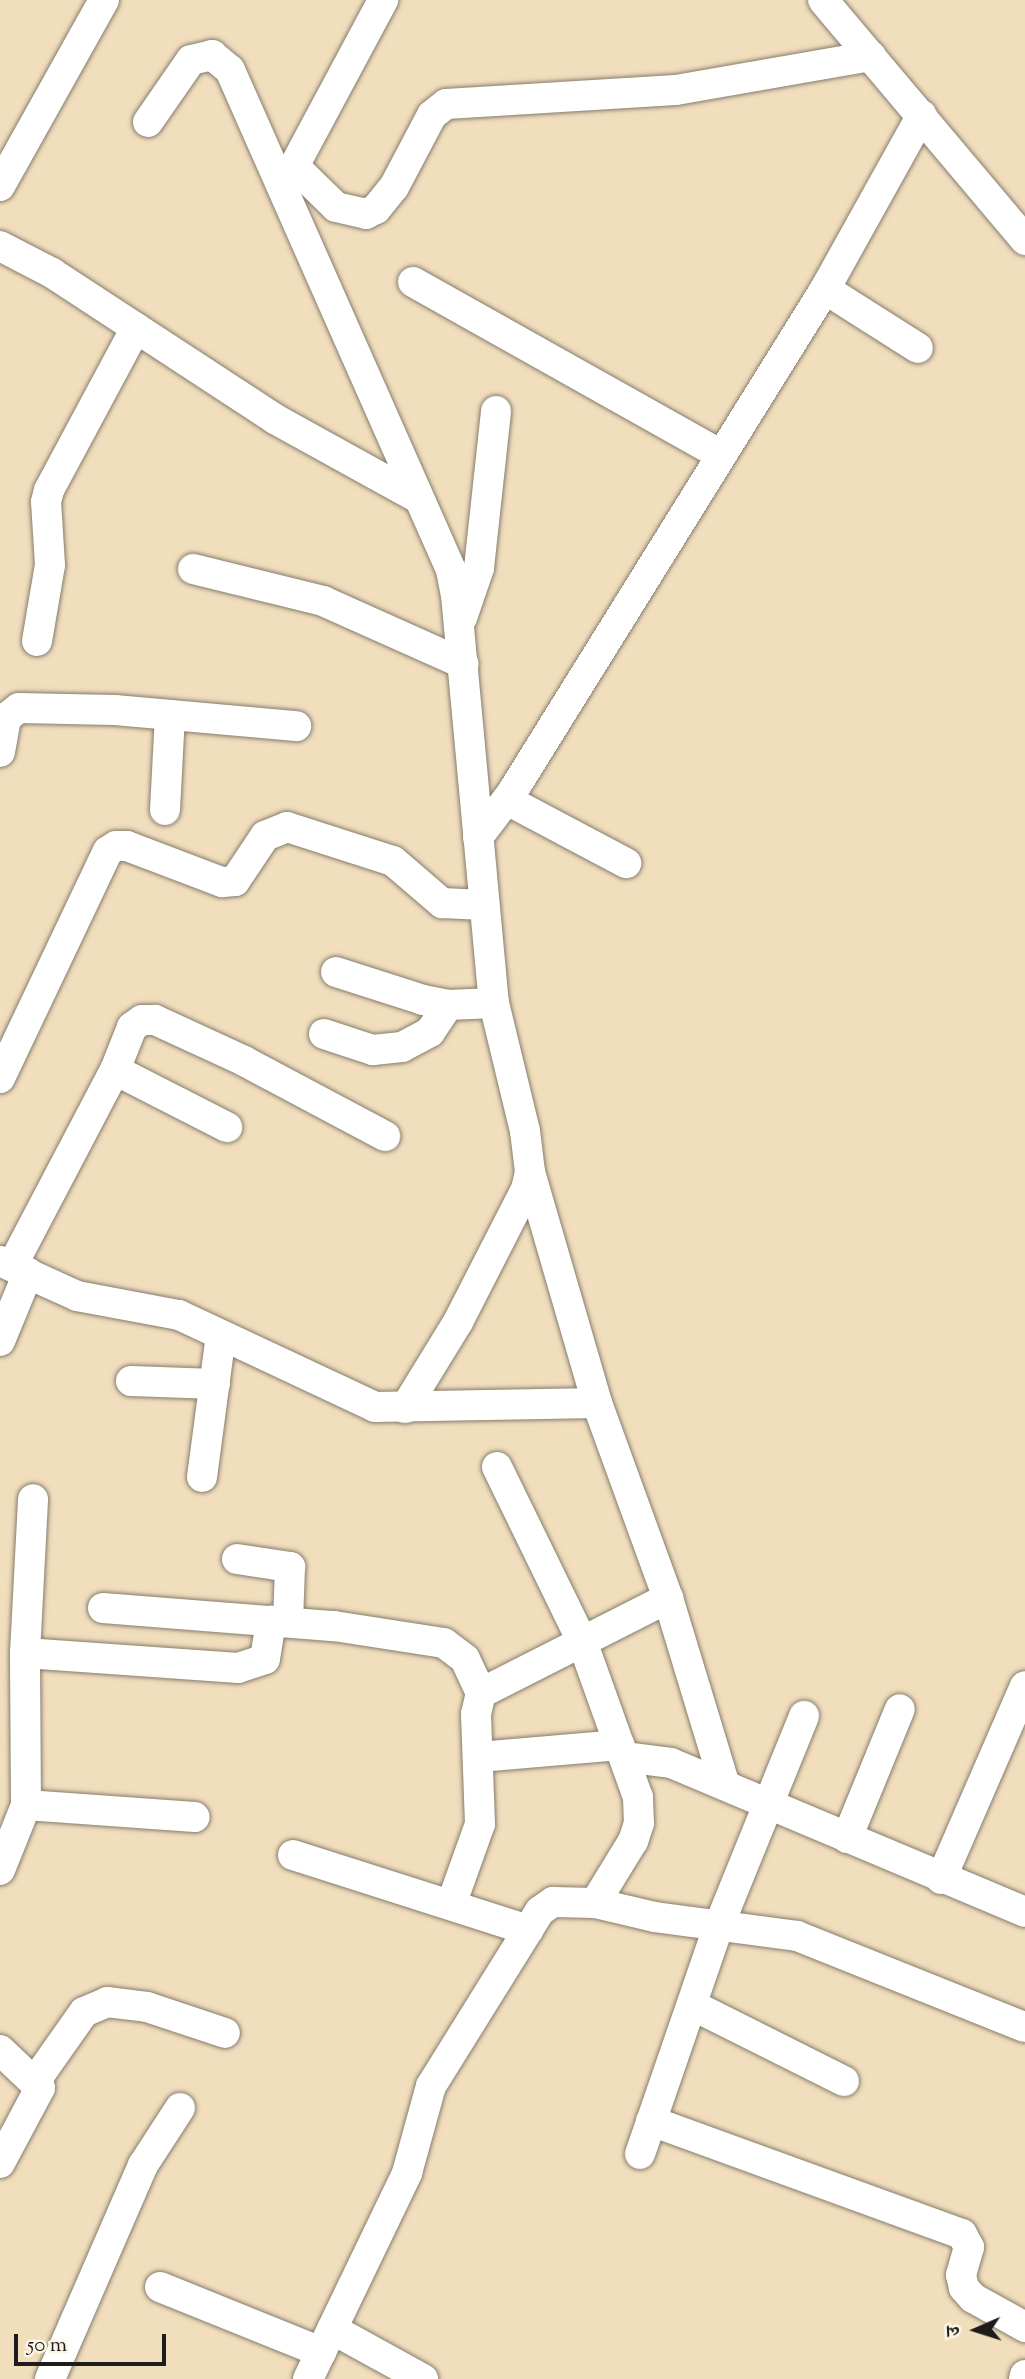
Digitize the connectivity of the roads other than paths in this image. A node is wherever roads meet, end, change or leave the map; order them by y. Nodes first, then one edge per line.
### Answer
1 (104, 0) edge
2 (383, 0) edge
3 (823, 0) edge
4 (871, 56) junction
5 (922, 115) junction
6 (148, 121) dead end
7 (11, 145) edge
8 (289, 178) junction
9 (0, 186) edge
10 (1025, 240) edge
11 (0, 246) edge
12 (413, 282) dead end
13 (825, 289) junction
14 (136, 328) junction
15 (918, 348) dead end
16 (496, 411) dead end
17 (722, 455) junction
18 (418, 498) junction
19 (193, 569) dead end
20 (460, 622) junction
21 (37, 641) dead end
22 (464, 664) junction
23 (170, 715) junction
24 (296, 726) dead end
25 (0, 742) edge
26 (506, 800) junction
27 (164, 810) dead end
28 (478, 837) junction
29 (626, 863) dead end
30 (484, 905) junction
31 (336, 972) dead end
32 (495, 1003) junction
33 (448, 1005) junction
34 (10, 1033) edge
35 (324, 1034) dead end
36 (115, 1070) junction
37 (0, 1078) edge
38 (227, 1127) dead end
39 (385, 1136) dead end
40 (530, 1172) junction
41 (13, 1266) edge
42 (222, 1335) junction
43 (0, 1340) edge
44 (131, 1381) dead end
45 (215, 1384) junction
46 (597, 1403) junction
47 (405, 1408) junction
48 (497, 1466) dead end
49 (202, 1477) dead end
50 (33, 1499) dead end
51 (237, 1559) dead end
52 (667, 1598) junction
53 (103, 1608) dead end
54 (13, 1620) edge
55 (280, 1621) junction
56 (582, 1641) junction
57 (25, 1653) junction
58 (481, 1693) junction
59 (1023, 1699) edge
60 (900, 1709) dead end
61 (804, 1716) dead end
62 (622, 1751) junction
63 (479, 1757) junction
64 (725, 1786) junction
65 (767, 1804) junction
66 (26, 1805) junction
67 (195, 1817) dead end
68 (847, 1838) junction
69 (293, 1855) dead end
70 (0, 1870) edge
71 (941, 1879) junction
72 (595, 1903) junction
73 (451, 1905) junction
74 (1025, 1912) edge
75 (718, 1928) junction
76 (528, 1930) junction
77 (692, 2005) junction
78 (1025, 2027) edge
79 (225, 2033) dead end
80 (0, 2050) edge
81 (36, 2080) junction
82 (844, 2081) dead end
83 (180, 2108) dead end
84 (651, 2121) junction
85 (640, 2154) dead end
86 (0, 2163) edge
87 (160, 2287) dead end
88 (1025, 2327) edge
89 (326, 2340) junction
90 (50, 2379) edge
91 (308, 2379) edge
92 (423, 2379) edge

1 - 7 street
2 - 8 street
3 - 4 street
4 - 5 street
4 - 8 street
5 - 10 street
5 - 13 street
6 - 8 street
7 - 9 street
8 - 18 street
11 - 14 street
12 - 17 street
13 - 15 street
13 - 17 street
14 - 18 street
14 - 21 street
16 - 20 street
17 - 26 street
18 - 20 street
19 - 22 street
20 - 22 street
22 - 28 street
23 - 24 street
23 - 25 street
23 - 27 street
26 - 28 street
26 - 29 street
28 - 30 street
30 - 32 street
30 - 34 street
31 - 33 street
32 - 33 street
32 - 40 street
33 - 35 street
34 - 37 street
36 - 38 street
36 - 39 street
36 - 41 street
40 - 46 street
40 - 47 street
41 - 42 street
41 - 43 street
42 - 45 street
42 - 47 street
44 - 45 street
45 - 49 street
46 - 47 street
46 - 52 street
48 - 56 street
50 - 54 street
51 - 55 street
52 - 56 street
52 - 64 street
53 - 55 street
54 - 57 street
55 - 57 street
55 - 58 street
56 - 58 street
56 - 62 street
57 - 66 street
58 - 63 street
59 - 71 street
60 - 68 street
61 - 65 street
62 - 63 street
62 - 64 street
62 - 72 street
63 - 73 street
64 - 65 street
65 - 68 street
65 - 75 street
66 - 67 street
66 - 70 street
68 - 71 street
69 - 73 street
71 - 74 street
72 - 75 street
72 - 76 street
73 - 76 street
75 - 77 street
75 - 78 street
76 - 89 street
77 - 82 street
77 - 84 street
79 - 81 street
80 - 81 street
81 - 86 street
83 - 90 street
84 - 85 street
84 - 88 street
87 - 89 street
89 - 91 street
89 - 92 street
********************
EXERCISE INSTRUCTIONS: Apart from the pictures, every line of the material above is to be returned word for word.

SOLUTION:
Digitize the connectivity of the roads other than paths in this image. A node is wherever roads meet, end, change or leave the map; order them by y. Nodes first, then one edge per line.
### Answer
1 (104, 0) edge
2 (383, 0) edge
3 (823, 0) edge
4 (871, 56) junction
5 (922, 115) junction
6 (148, 121) dead end
7 (11, 145) edge
8 (289, 178) junction
9 (0, 186) edge
10 (1025, 240) edge
11 (0, 246) edge
12 (413, 282) dead end
13 (825, 289) junction
14 (136, 328) junction
15 (918, 348) dead end
16 (496, 411) dead end
17 (722, 455) junction
18 (418, 498) junction
19 (193, 569) dead end
20 (460, 622) junction
21 (37, 641) dead end
22 (464, 664) junction
23 (170, 715) junction
24 (296, 726) dead end
25 (0, 742) edge
26 (506, 800) junction
27 (164, 810) dead end
28 (478, 837) junction
29 (626, 863) dead end
30 (484, 905) junction
31 (336, 972) dead end
32 (495, 1003) junction
33 (448, 1005) junction
34 (10, 1033) edge
35 (324, 1034) dead end
36 (115, 1070) junction
37 (0, 1078) edge
38 (227, 1127) dead end
39 (385, 1136) dead end
40 (530, 1172) junction
41 (13, 1266) edge
42 (222, 1335) junction
43 (0, 1340) edge
44 (131, 1381) dead end
45 (215, 1384) junction
46 (597, 1403) junction
47 (405, 1408) junction
48 (497, 1466) dead end
49 (202, 1477) dead end
50 (33, 1499) dead end
51 (237, 1559) dead end
52 (667, 1598) junction
53 (103, 1608) dead end
54 (13, 1620) edge
55 (280, 1621) junction
56 (582, 1641) junction
57 (25, 1653) junction
58 (481, 1693) junction
59 (1023, 1699) edge
60 (900, 1709) dead end
61 (804, 1716) dead end
62 (622, 1751) junction
63 (479, 1757) junction
64 (725, 1786) junction
65 (767, 1804) junction
66 (26, 1805) junction
67 (195, 1817) dead end
68 (847, 1838) junction
69 (293, 1855) dead end
70 (0, 1870) edge
71 (941, 1879) junction
72 (595, 1903) junction
73 (451, 1905) junction
74 (1025, 1912) edge
75 (718, 1928) junction
76 (528, 1930) junction
77 (692, 2005) junction
78 (1025, 2027) edge
79 (225, 2033) dead end
80 (0, 2050) edge
81 (36, 2080) junction
82 (844, 2081) dead end
83 (180, 2108) dead end
84 (651, 2121) junction
85 (640, 2154) dead end
86 (0, 2163) edge
87 (160, 2287) dead end
88 (1025, 2327) edge
89 (326, 2340) junction
90 (50, 2379) edge
91 (308, 2379) edge
92 (423, 2379) edge

1 - 7 street
2 - 8 street
3 - 4 street
4 - 5 street
4 - 8 street
5 - 10 street
5 - 13 street
6 - 8 street
7 - 9 street
8 - 18 street
11 - 14 street
12 - 17 street
13 - 15 street
13 - 17 street
14 - 18 street
14 - 21 street
16 - 20 street
17 - 26 street
18 - 20 street
19 - 22 street
20 - 22 street
22 - 28 street
23 - 24 street
23 - 25 street
23 - 27 street
26 - 28 street
26 - 29 street
28 - 30 street
30 - 32 street
30 - 34 street
31 - 33 street
32 - 33 street
32 - 40 street
33 - 35 street
34 - 37 street
36 - 38 street
36 - 39 street
36 - 41 street
40 - 46 street
40 - 47 street
41 - 42 street
41 - 43 street
42 - 45 street
42 - 47 street
44 - 45 street
45 - 49 street
46 - 47 street
46 - 52 street
48 - 56 street
50 - 54 street
51 - 55 street
52 - 56 street
52 - 64 street
53 - 55 street
54 - 57 street
55 - 57 street
55 - 58 street
56 - 58 street
56 - 62 street
57 - 66 street
58 - 63 street
59 - 71 street
60 - 68 street
61 - 65 street
62 - 63 street
62 - 64 street
62 - 72 street
63 - 73 street
64 - 65 street
65 - 68 street
65 - 75 street
66 - 67 street
66 - 70 street
68 - 71 street
69 - 73 street
71 - 74 street
72 - 75 street
72 - 76 street
73 - 76 street
75 - 77 street
75 - 78 street
76 - 89 street
77 - 82 street
77 - 84 street
79 - 81 street
80 - 81 street
81 - 86 street
83 - 90 street
84 - 85 street
84 - 88 street
87 - 89 street
89 - 91 street
89 - 92 street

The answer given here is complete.